• **Your instructions**: Output every record word for word, minus the pictures.

• **Task inputs**:
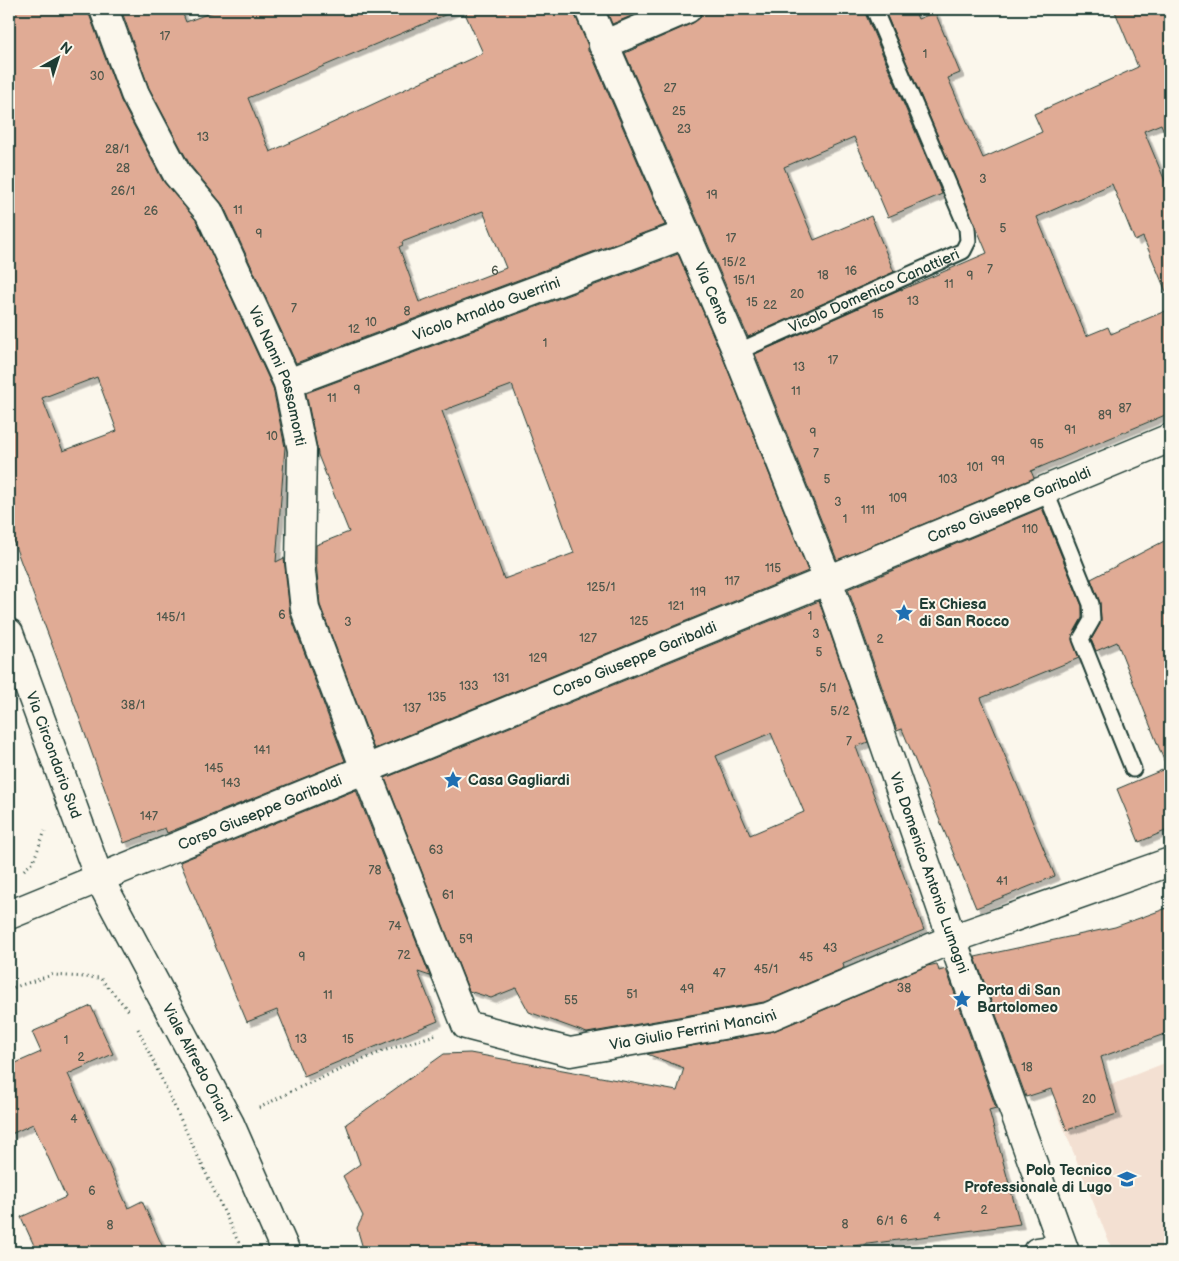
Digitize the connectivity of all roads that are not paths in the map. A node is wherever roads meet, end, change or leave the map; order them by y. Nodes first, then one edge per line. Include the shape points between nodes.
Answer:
1 (104, 9) edge
2 (589, 9) edge
3 (687, 9) edge
4 (874, 9) edge
5 (603, 45) junction
6 (686, 234) junction
7 (737, 352) junction
8 (288, 383) junction
9 (1170, 438) edge
10 (1045, 490) junction
11 (828, 580) junction
12 (9, 632) edge
13 (365, 769) junction
14 (1133, 769) dead end
15 (1170, 862) edge
16 (99, 878) junction
17 (9, 915) edge
18 (952, 939) junction
19 (1064, 1250) edge
20 (286, 1252) edge
21 (1037, 1252) edge

1 - 8 street, Via Nanni Passamonti via 135,94 177,174 209,212
2 - 5 street, Via Cento
3 - 5 street
4 - 7 lane, Vicolo Domenico Canattieri via 967,228 968,241 963,252
5 - 6 street, Via Cento
6 - 7 street, Via Cento
6 - 8 street, Vicolo Arnaldo Guerrini
7 - 11 street, Via Cento
8 - 13 street, Via Nanni Passamonti via 302,450 300,562 305,609
9 - 10 street, Corso Giuseppe Garibaldi
10 - 11 street, Corso Giuseppe Garibaldi
10 - 14 lane via 1091,604 1092,620 1081,639
11 - 13 street, Corso Giuseppe Garibaldi
11 - 18 street, Via Domenico Antonio Lumagni
12 - 16 street, Via Circondario Sud
13 - 16 street, Corso Giuseppe Garibaldi
13 - 18 street, Via Giulio Ferrini Mancini via 466,1025 570,1052 768,1017
15 - 18 street, Via Giulio Ferrini Mancini
16 - 17 street, Corso Giuseppe Garibaldi
16 - 20 street, Viale Alfredo Oriani via 230,1124
18 - 19 street, Via Domenico Antonio Lumagni
19 - 21 street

• **The answer**:
Digitize the connectivity of all roads that are not paths in the map. A node is wherever roads meet, end, change or leave the map; order them by y. Nodes first, then one edge per line. Include the shape points between nodes.
Answer:
1 (104, 9) edge
2 (589, 9) edge
3 (687, 9) edge
4 (874, 9) edge
5 (603, 45) junction
6 (686, 234) junction
7 (737, 352) junction
8 (288, 383) junction
9 (1170, 438) edge
10 (1045, 490) junction
11 (828, 580) junction
12 (9, 632) edge
13 (365, 769) junction
14 (1133, 769) dead end
15 (1170, 862) edge
16 (99, 878) junction
17 (9, 915) edge
18 (952, 939) junction
19 (1064, 1250) edge
20 (286, 1252) edge
21 (1037, 1252) edge

1 - 8 street, Via Nanni Passamonti via 135,94 177,174 209,212
2 - 5 street, Via Cento
3 - 5 street
4 - 7 lane, Vicolo Domenico Canattieri via 967,228 968,241 963,252
5 - 6 street, Via Cento
6 - 7 street, Via Cento
6 - 8 street, Vicolo Arnaldo Guerrini
7 - 11 street, Via Cento
8 - 13 street, Via Nanni Passamonti via 302,450 300,562 305,609
9 - 10 street, Corso Giuseppe Garibaldi
10 - 11 street, Corso Giuseppe Garibaldi
10 - 14 lane via 1091,604 1092,620 1081,639
11 - 13 street, Corso Giuseppe Garibaldi
11 - 18 street, Via Domenico Antonio Lumagni
12 - 16 street, Via Circondario Sud
13 - 16 street, Corso Giuseppe Garibaldi
13 - 18 street, Via Giulio Ferrini Mancini via 466,1025 570,1052 768,1017
15 - 18 street, Via Giulio Ferrini Mancini
16 - 17 street, Corso Giuseppe Garibaldi
16 - 20 street, Viale Alfredo Oriani via 230,1124
18 - 19 street, Via Domenico Antonio Lumagni
19 - 21 street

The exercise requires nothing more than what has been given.